In the past, Anukari just worked for users with this configuration, since when it detects multiple possible GPUs to use for the simulation, it would automatically select the CUDA one as the default. However in the 0.9.6 release, Anukari began crashing instantly at startup for these users.

This was pretty confusing, because I have comprehensive fuzz and golden tests that exercise all the physics backends (CUDA, OpenCL, Metal). These tests abuse the simulation to an extreme extent, and I run them under various debugging/lint tools to make sure that there are no GPU memory errors, etc. And across my NVIDIA, macOS, and Intel Iris chips, they all work perfectly.

Luckily I had a user who was extremely generous with their time to help me debug the issue. I sent them instrumented Anukari binaries, and eventually was able to pinpoint that it was crashing inside the clBuildProgram() call.

Now, you might think that what I mean is that clBuildProgram() was returning an error code, and I was somehow not handling it. No, Anukari is extremely robust about error checking. I mean it was crashing inside the kernel and clBuildProgram() was not returning at all due to the process aborting. This is with perfectly valid arguments to the function. So, obviously, this is a horrible bug in the AMD drivers. Even if the textual content of the kernel has e.g. a syntax error, clearly clBuildProgram() should return an error code rather than crash.

The really fun part is that I've only seen this crash on the hardware identifying as gfx90c. On other Radeons, this does not happen (though some of them fail in other ways). This is what I mean about the AMD drivers being extremely inconsistent.

Now, as to why this crash happened at startup, it's because during device discovery Anukari was compiling the physics kernel, and any device where compilation failed would be assumed incompatible and omitted from the list of possible backends. I added this feature after encountering other broken OpenCL implementations like the Microsoft OpenCL™, OpenGL®, and Vulkan® Compatibility Pack which is an absolute disaster.

So the workaround for now is that Anukari no longer does a test compilation to detect bad backends. This resolves the issue, although if the user manually chooses the Radeon backend on gfx90c it will unrecoverably crash Anukari.

Longer-term, given the Radeon driver bugs, I doubt I'll ever be able to fully support gfx90c, but I ordered a cheap used laptop off eBay with that chip in it so that I can at least narrow down what OpenCL code is causing the driver to crash. I know that it's something the driver doesn't like about the OpenCL code because it did not always crash, and the only difference in the meantime has been some improvements to that code. Hopefully I can find a workaround to avoid the driver bug, but if not I might add a rule in Anukari to ignore all gfx90c chips.
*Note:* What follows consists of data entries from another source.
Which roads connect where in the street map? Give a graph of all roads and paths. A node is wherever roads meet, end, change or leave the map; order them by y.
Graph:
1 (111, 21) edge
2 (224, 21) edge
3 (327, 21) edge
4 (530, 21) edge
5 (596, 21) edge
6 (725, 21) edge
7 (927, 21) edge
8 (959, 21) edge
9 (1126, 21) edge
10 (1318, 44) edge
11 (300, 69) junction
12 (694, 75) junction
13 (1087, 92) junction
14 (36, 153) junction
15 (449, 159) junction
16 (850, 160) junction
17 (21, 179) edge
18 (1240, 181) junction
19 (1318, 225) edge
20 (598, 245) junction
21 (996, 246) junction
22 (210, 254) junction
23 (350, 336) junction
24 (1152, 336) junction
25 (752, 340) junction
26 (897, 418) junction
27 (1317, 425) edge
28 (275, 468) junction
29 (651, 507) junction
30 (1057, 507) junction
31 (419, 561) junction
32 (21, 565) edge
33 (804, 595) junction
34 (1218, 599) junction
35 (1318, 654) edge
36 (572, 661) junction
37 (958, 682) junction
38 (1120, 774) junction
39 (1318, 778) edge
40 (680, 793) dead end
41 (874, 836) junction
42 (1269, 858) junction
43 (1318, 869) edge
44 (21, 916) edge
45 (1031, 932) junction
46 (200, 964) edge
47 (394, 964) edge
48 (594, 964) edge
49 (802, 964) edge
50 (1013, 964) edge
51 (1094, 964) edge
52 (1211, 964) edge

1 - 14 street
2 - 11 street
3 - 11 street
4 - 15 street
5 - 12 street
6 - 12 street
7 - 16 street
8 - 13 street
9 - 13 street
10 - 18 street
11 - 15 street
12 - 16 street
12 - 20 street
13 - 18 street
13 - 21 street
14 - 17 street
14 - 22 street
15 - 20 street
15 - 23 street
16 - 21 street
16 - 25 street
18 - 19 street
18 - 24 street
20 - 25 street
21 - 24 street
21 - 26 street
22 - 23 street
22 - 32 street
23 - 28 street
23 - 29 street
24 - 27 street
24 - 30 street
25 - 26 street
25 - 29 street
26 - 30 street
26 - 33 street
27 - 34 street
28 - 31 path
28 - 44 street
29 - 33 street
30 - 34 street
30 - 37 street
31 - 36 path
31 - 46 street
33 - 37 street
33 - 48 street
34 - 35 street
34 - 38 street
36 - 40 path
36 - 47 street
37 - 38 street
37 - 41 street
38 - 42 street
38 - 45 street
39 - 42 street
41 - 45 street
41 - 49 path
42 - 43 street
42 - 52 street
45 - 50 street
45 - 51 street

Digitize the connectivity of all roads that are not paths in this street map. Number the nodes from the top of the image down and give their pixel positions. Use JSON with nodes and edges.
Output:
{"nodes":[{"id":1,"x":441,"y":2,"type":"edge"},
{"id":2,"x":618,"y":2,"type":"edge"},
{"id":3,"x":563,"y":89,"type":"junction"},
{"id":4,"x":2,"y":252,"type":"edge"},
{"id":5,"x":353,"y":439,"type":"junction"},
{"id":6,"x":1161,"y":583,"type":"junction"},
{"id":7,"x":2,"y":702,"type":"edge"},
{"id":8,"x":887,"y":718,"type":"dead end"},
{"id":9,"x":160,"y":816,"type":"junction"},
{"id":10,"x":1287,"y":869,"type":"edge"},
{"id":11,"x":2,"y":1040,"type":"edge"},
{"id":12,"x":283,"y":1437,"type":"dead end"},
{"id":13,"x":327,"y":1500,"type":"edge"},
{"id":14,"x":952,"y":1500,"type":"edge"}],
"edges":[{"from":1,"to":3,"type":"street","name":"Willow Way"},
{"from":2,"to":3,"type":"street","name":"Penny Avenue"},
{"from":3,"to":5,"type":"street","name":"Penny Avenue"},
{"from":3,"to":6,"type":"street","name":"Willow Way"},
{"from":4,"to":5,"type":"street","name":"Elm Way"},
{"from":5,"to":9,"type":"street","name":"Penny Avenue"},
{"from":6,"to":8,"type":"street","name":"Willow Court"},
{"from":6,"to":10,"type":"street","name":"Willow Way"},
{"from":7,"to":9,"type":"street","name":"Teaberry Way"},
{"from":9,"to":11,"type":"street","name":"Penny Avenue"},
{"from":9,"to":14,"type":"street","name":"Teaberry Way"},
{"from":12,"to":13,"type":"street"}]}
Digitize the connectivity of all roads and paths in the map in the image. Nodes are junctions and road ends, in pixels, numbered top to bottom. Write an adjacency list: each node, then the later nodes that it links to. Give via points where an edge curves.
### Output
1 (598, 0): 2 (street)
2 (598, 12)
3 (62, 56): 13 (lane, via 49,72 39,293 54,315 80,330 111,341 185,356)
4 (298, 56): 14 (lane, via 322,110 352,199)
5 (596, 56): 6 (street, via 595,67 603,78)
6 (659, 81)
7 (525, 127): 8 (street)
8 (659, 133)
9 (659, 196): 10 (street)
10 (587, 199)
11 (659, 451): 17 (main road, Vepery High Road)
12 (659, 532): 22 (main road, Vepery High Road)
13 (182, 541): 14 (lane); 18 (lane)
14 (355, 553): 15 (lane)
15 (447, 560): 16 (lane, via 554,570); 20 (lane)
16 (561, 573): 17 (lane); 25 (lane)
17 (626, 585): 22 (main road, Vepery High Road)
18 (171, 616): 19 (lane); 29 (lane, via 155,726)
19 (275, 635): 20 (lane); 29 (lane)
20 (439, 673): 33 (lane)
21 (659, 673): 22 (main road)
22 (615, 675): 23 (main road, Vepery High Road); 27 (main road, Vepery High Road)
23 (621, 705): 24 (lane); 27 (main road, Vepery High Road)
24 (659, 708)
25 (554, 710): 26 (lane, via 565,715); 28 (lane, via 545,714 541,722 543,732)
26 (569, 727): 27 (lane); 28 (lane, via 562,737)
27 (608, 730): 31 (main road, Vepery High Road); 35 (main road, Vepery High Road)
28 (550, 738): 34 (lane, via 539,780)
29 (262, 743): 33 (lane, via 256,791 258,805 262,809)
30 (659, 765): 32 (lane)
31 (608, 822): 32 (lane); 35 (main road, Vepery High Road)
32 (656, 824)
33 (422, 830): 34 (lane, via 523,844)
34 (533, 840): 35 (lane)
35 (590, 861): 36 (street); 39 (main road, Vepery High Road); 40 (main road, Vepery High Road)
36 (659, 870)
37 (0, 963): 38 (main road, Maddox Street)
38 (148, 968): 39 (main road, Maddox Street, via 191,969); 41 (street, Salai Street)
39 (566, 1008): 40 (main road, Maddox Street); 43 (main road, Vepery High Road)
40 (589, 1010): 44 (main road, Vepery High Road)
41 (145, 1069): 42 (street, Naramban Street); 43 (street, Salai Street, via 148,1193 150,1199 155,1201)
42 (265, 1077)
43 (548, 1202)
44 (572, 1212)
(Side-note: actually the first used laptop with a gfx90c chip that I bought off eBay was bluescreening at boot, so I had to buy a second one. These inexpensive Radeon laptops are really bad.)

Not all hope is lost for Radeon support. I recently upgraded my main development machine, and the Ryzen CPU I bought has an on-die Radeon, and it works flawlessly with Anukari. So maybe what I will be able to do one day is create an allow-list for Radeon devices that work correctly without driver issues. Sigh. It is so much easier with NVIDIA and Apple.

Parameter Randomization

Unlike the features above, this one hasn't been released yet, but I recently completed work to allow parameters to be randomized.

For Anukari this turned out to be a bit of a design challenge, since the sliders that are used to edit parameters are a bit complex already. The tricky bit is that if the user has a bunch of entities selected, the slider edits them all. And if the parameter values for each entity vary, the slider turns into a "range editor" which can stretch/squeeze/slide the range of values.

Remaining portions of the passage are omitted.